→ **What needs to be done**
Across all the entries below, how many lines contain the string "Urbains"? The number by itself is the answer.

→ **Supplied material**
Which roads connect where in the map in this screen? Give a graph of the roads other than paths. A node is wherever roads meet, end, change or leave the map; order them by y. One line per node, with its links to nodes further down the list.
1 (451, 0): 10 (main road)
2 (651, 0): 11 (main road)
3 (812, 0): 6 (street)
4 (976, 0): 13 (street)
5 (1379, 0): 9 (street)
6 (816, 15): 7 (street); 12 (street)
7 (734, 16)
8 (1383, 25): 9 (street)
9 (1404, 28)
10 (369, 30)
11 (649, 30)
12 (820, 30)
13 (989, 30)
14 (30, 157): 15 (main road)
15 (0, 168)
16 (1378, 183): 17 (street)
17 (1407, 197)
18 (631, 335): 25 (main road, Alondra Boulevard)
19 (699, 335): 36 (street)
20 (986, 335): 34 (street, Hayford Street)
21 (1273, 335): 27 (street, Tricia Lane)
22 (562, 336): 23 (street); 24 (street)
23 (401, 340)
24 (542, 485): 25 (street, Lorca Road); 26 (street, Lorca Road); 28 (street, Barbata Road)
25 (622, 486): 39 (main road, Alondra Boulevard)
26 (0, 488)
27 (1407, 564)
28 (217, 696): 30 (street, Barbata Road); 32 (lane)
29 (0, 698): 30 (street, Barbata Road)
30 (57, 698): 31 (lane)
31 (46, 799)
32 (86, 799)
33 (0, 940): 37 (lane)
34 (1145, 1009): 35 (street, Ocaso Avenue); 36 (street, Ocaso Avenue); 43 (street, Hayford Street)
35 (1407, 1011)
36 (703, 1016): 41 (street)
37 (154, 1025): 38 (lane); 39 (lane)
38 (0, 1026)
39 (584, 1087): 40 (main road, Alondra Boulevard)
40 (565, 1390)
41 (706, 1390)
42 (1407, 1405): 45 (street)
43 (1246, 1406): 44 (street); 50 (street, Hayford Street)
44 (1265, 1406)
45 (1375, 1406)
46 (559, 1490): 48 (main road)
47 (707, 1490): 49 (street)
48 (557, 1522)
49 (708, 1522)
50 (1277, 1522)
* * *
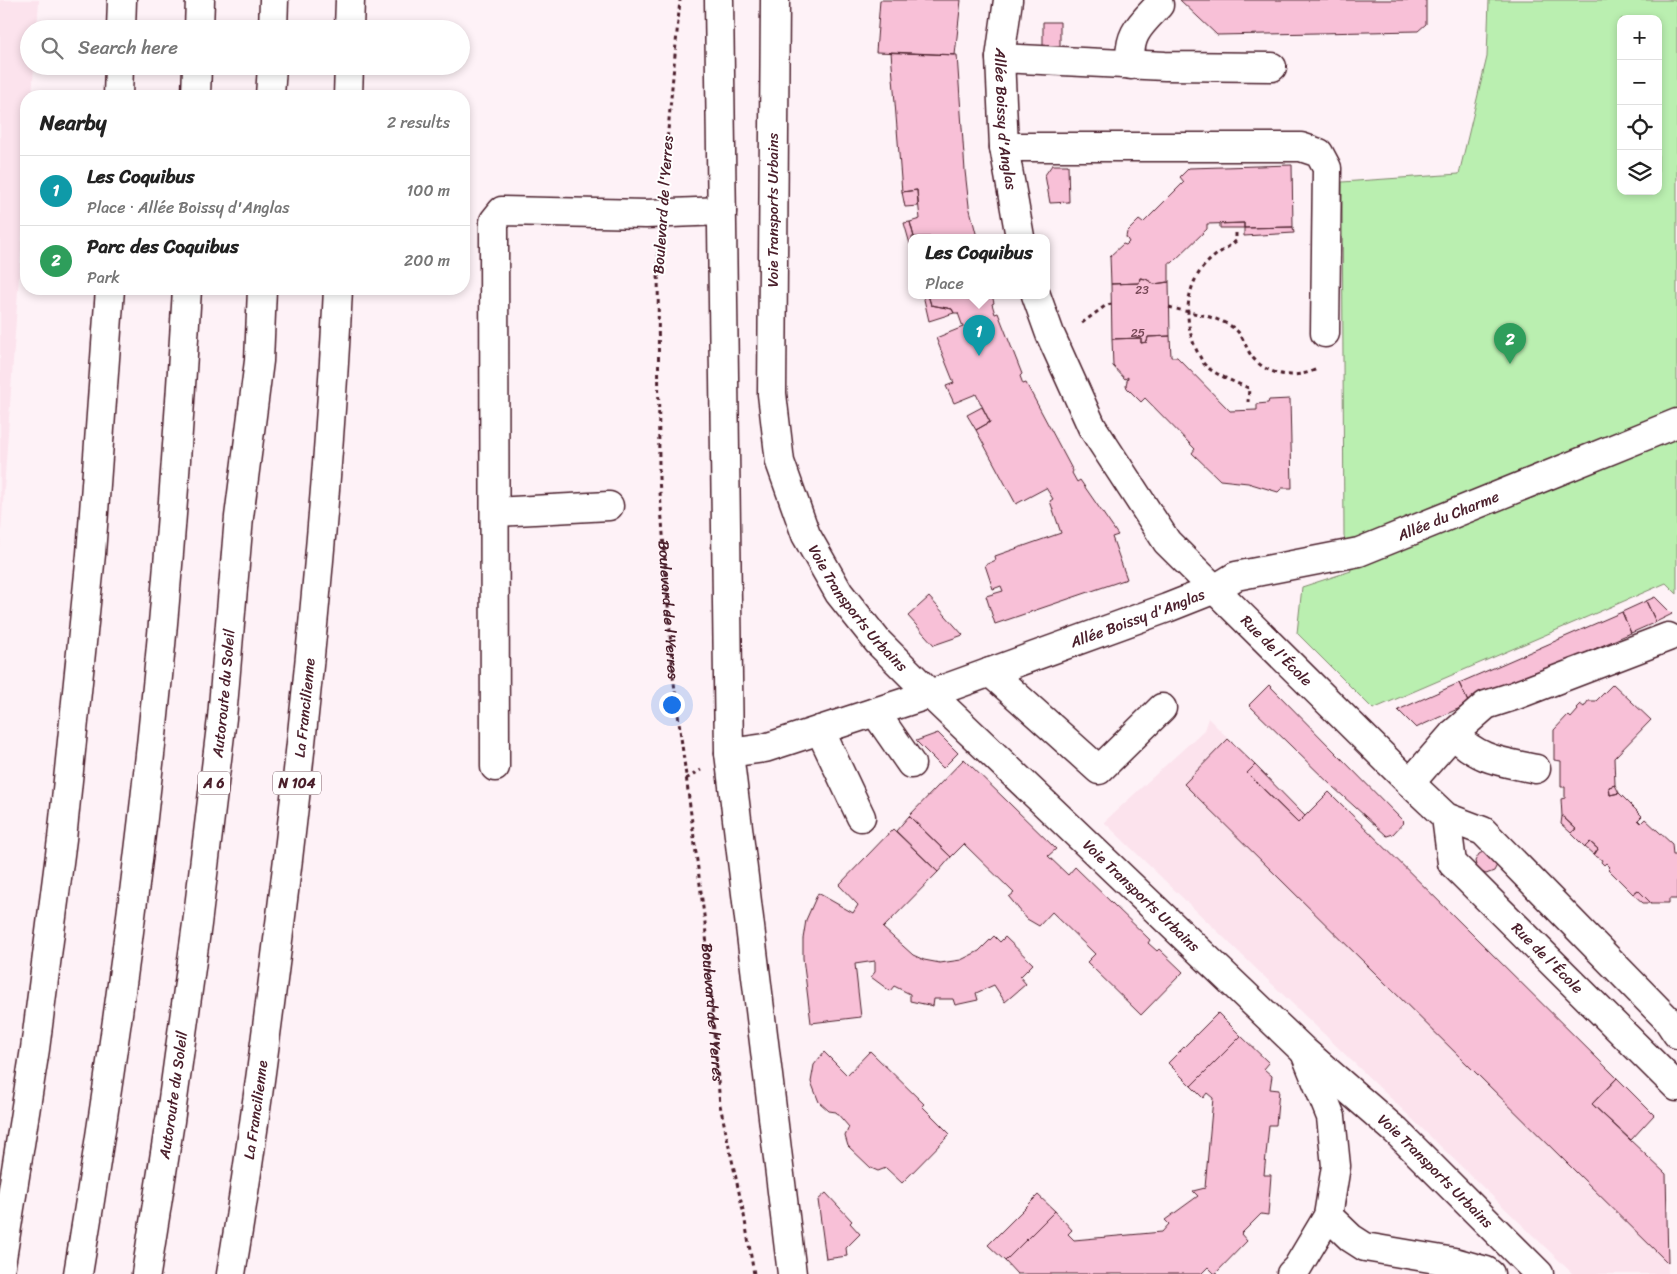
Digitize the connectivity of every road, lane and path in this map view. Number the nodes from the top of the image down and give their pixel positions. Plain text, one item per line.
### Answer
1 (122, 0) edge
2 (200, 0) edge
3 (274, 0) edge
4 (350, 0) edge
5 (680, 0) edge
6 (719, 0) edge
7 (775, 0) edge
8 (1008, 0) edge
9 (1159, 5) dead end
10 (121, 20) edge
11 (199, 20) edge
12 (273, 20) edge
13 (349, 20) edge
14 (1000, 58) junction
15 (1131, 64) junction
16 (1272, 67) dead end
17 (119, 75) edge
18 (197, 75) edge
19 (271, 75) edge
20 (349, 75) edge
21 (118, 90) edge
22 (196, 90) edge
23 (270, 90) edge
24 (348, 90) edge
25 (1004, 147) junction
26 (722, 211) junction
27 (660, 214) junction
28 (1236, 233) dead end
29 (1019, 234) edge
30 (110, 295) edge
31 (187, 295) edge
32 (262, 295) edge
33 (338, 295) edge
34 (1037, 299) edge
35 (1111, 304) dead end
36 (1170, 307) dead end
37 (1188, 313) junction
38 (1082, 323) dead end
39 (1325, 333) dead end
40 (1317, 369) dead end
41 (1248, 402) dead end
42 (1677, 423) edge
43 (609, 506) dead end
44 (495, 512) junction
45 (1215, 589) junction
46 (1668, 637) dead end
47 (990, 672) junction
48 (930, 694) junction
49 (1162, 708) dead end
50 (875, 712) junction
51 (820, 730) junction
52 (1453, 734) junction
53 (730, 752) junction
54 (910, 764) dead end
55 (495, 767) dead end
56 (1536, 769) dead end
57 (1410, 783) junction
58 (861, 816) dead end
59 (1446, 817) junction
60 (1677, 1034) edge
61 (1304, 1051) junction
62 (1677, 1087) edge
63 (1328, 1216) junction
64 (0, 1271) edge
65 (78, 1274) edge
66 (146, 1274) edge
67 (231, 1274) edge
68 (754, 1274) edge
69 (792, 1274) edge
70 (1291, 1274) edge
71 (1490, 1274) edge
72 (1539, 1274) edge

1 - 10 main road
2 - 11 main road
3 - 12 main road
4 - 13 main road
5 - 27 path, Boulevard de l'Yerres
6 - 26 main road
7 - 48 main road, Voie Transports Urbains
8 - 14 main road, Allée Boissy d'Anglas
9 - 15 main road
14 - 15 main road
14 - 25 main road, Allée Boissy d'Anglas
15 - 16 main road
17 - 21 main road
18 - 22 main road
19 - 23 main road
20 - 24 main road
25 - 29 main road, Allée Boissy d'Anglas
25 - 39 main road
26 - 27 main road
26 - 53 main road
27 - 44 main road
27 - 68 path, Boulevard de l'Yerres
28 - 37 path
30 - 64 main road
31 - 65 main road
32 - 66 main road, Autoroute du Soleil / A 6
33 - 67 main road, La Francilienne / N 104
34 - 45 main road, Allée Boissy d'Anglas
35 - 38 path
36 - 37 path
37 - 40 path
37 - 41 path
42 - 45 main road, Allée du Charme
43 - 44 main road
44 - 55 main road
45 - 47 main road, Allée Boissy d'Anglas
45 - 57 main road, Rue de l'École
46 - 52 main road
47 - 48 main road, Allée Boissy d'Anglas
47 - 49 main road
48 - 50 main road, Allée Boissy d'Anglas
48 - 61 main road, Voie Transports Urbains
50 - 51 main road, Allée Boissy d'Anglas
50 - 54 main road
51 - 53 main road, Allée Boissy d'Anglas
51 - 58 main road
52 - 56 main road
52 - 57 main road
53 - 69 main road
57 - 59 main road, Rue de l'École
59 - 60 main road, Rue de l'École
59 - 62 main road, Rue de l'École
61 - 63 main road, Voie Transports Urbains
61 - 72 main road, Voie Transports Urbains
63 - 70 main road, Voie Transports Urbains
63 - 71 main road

→ **Output**
5